We introduce Strategic Planning, Interaction, and Negotiation (SPIN-Bench), a comprehensive framework
for evaluating
long-horizon strategic planning and social intelligence in Large Language Models (LLMs).
Unlike prior work that confines itself to narrow planning or isolated single-agent tasks,
SPIN-Bench combines formal PDDL challenges, competitive board games, cooperative card games,
and multi-agent negotiation scenarios within a single evaluation.
By systematically varying action spaces, state complexity, and the number of interacting agents,
SPIN-Bench tests not only methodical, step-wise decision-making but also
conceptual inference about hidden information and adversarial or cooperative strategies.
Our experiments reveal that while contemporary LLMs handle basic fact retrieval and
short-range planning reasonably well, they encounter significant performance bottlenecks
in tasks requiring deep multi-hop reasoning over large state spaces and socially adept
coordination under uncertainty.
In particular, we find that strong models (e.g., o1
) can still struggle with
extended-horizon planning when multiple agents and hidden intentions are introduced,
and that extensive social interaction can sometimes degrade chain-of-thought coherence.
These insights highlight persistent gaps in multi-agent negotiation,
alliance formation, and perspective-taking, underscoring where further
advances in LLM architectures and training might be needed.
By drawing on both human baselines and domain-specific solvers, our results shed light on the
real-world potential and current shortcomings of LLMs for strategic, multi-agent settings.
We envision SPIN-Bench as a catalyst for future research on robust multi-agent planning,
social reasoning, and human–AI teaming.
The SPIN-Bench framework integrates four distinct environment types:
- PDDL Tasks: Classical planning problems across 21 domains (1,280 tasks) spanning factual retrieval,
spatial reasoning, and multi-step planning with increasing state spaces.

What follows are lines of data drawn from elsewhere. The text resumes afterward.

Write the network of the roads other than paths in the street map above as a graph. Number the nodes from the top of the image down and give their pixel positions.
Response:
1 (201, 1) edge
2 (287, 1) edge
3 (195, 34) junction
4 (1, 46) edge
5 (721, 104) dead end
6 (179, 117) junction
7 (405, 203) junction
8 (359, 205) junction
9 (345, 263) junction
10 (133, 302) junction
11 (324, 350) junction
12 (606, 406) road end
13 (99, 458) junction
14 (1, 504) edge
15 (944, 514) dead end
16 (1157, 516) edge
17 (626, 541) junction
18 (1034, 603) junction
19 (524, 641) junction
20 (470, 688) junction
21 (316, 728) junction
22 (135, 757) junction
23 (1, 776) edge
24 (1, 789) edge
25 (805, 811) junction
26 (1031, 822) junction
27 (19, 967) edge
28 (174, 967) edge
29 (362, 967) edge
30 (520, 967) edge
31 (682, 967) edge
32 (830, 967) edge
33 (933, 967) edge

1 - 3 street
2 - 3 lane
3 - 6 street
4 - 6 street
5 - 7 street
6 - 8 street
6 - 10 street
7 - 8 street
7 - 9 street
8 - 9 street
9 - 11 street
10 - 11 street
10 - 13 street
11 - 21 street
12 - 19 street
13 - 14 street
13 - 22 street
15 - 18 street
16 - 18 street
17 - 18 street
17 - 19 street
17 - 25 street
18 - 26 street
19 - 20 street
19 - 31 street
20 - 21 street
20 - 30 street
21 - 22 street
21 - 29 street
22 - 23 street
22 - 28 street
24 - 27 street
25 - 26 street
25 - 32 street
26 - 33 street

- Competitive Games: Turn-based board games of escalating complexity (Tic-tac-toe, Connect Four, Chess)
that test adversarial reasoning from short-range tactics to deeper strategic thinking.
- Cooperative Games: Featuring Hanabi, a card game where players see others' cards but not their own,
requiring trust-building, inference about hidden states, and coordinated actions.
- Strategic Games: Incorporating Diplomacy, where negotiation, alliance formation, and strategic betrayal
are integral, testing both planning capabilities and social intelligence.
This structured progression allows us to systematically pinpoint where LLM reasoning breaks down—whether in state tracking,
partial-order reasoning, chain-of-thought coherence, or dynamic social interaction. By combining these environments
within a unified evaluation framework, SPIN-Bench provides unprecedented insight into how LLMs transition from
basic planning to complex multi-agent reasoning.